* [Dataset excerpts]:

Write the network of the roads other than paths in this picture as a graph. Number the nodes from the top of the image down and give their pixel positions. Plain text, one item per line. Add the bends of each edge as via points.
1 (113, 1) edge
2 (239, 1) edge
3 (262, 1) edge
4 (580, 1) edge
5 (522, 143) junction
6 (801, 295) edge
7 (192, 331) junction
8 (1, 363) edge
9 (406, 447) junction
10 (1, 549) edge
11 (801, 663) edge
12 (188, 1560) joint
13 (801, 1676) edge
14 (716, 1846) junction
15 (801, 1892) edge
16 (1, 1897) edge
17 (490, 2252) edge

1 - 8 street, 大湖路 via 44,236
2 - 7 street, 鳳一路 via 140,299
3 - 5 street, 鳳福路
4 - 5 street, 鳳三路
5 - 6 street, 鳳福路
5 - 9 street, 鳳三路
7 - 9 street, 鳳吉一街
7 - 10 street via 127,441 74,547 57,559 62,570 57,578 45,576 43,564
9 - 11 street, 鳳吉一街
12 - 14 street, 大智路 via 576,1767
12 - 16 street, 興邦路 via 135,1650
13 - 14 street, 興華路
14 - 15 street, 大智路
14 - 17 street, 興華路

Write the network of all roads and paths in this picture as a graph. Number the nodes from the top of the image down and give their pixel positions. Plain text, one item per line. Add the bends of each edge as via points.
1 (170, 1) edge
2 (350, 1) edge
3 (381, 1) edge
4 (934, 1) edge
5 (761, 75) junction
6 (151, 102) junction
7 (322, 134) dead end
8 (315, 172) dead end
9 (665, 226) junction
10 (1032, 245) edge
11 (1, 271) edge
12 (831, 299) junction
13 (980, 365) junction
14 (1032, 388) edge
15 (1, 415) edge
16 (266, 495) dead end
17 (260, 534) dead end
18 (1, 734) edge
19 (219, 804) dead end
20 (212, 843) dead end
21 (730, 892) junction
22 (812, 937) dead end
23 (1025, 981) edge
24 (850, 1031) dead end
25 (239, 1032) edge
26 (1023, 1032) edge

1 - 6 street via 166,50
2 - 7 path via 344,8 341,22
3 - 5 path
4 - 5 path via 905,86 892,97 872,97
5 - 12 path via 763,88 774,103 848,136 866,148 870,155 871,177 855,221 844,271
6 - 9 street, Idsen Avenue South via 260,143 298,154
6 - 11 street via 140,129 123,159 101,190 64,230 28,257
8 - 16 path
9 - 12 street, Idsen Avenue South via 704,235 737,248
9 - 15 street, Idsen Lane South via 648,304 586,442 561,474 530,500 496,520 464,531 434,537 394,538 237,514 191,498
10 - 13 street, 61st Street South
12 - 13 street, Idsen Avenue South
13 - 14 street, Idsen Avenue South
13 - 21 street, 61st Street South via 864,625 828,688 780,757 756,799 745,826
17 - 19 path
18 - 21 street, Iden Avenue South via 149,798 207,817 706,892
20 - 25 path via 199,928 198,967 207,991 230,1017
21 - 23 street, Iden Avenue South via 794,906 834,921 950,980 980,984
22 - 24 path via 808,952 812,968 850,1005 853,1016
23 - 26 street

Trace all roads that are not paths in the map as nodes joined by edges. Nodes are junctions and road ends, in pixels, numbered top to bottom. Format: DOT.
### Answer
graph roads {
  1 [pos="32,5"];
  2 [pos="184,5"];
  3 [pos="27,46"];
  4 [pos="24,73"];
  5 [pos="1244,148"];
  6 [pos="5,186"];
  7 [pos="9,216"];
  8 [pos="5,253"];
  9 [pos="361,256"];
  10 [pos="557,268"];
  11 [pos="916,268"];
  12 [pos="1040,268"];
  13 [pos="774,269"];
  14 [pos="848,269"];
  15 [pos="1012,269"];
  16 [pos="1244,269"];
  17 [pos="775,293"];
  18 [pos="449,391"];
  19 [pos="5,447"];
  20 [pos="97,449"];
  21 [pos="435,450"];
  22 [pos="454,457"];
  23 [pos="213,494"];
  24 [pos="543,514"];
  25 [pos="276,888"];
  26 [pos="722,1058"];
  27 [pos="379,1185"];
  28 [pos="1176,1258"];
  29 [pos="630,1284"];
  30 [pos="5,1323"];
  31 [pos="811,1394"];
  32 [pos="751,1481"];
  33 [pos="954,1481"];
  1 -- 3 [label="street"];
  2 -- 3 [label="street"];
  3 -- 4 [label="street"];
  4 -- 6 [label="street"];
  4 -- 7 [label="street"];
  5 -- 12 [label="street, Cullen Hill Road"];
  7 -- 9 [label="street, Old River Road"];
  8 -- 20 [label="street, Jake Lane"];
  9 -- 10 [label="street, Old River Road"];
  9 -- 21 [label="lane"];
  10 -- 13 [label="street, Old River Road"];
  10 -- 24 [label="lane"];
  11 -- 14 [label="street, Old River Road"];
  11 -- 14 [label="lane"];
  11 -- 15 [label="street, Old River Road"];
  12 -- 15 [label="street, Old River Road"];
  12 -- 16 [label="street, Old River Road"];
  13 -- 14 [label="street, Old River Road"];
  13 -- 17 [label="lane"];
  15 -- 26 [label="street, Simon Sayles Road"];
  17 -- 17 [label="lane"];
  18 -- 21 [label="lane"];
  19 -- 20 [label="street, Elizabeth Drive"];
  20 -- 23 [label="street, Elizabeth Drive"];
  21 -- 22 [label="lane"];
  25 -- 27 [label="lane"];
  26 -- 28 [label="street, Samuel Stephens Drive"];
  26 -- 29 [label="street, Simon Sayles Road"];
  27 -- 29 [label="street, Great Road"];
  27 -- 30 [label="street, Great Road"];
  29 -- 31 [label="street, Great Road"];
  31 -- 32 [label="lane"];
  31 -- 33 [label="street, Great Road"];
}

* [Work request]:
What number of lines in the data above include the string "Write"? Answer with that number only.

* [Written response]:
2